BEGIN
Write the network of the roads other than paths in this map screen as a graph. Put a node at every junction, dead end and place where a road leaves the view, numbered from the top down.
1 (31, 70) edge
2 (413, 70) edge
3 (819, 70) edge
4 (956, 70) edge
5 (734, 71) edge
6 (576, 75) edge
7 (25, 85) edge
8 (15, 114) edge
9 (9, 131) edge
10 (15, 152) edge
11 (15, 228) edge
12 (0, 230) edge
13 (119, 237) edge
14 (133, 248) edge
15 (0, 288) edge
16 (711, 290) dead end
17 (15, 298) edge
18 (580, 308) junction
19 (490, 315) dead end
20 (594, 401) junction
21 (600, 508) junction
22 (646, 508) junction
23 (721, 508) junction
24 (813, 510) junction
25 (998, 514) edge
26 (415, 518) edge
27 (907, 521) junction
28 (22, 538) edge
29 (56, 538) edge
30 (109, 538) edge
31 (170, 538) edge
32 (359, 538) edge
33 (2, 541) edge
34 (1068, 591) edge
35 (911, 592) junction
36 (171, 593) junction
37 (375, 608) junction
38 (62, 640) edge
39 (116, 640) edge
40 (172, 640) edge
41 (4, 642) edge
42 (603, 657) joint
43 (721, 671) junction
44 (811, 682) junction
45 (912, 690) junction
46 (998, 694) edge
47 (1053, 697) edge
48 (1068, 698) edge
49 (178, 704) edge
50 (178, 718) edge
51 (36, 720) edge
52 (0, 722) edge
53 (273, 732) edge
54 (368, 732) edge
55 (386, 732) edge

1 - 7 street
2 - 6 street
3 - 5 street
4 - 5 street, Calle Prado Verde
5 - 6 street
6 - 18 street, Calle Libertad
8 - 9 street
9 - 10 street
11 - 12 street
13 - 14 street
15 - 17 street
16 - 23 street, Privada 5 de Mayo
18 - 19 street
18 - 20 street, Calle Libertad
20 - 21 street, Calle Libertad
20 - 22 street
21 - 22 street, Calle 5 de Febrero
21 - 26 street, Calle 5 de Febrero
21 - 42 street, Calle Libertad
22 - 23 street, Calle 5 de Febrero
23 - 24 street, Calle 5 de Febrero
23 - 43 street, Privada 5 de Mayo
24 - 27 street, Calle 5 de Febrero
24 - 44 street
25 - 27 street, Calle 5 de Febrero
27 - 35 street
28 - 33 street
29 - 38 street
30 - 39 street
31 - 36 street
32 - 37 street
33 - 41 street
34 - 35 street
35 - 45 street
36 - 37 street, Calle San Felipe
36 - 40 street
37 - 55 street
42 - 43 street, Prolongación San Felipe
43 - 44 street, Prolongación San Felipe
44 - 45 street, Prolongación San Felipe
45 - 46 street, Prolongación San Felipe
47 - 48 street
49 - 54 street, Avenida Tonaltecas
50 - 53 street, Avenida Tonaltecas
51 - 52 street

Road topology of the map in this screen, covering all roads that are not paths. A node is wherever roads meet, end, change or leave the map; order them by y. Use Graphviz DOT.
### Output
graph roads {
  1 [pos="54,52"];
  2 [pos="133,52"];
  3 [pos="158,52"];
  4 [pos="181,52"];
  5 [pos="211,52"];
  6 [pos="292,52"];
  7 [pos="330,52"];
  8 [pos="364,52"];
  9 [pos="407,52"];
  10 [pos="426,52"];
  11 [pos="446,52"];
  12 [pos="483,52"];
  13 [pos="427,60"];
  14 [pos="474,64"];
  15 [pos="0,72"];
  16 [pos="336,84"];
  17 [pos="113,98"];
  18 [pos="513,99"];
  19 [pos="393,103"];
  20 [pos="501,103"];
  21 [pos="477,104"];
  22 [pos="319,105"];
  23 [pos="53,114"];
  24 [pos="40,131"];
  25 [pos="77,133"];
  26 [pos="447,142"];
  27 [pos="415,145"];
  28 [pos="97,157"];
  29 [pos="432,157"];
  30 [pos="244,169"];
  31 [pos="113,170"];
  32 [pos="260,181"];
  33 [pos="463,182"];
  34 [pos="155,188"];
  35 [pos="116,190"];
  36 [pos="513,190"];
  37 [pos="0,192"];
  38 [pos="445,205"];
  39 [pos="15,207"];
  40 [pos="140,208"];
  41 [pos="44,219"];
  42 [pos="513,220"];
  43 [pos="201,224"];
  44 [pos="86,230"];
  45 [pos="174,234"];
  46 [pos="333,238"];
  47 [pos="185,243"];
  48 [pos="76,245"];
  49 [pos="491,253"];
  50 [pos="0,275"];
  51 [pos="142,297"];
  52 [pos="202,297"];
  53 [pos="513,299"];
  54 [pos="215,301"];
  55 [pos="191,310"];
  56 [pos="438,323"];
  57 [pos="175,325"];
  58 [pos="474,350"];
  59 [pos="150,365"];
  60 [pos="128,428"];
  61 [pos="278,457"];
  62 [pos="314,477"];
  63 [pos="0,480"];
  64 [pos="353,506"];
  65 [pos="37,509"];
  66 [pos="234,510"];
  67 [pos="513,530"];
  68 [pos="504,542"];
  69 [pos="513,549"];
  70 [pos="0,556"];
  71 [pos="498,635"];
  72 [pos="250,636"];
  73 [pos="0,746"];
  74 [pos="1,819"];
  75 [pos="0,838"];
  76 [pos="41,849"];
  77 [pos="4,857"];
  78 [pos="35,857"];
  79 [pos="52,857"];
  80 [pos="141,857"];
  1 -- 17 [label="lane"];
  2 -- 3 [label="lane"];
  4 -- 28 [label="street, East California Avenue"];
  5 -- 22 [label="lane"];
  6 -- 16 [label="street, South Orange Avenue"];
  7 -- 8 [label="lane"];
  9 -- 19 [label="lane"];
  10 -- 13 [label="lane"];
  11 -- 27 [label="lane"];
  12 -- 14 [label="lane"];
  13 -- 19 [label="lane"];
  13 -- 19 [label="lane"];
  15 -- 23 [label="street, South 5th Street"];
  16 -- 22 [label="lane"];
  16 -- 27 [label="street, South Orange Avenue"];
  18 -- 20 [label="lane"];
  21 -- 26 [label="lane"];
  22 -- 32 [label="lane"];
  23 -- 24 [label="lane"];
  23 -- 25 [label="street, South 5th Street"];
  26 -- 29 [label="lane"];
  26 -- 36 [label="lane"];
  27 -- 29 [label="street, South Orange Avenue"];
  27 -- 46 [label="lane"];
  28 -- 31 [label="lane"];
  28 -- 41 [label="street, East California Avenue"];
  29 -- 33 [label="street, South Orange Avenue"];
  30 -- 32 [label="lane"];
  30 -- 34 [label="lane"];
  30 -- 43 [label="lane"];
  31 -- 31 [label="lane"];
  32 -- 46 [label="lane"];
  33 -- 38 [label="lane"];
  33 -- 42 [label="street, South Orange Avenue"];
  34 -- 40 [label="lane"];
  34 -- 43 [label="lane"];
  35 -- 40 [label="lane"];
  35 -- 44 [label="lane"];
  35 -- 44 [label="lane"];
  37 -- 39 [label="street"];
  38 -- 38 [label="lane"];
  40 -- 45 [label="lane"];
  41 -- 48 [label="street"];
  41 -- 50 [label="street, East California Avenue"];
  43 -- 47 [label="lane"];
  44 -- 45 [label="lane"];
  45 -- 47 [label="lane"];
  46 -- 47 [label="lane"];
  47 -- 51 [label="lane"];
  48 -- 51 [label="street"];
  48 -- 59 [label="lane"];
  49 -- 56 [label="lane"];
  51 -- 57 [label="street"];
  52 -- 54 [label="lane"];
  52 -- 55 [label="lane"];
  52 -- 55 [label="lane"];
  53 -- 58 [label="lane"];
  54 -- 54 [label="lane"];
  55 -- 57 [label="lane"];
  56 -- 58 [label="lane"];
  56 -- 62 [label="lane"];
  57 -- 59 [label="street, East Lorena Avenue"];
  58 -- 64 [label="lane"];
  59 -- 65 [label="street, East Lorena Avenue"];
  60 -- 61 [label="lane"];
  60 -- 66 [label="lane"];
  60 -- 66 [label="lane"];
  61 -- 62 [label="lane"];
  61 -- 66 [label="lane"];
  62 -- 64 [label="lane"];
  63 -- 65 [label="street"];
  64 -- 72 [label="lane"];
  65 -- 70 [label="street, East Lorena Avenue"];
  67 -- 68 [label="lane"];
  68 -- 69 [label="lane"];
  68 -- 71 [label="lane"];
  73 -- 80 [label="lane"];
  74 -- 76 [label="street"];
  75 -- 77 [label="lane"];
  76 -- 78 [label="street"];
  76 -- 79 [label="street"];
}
END
If a line in the records above has the word "Avenue", copy it.

## Response to this exercise
  4 -- 28 [label="street, East California Avenue"];
  6 -- 16 [label="street, South Orange Avenue"];
  16 -- 27 [label="street, South Orange Avenue"];
  27 -- 29 [label="street, South Orange Avenue"];
  28 -- 41 [label="street, East California Avenue"];
  29 -- 33 [label="street, South Orange Avenue"];
  33 -- 42 [label="street, South Orange Avenue"];
  41 -- 50 [label="street, East California Avenue"];
  57 -- 59 [label="street, East Lorena Avenue"];
  59 -- 65 [label="street, East Lorena Avenue"];
  65 -- 70 [label="street, East Lorena Avenue"];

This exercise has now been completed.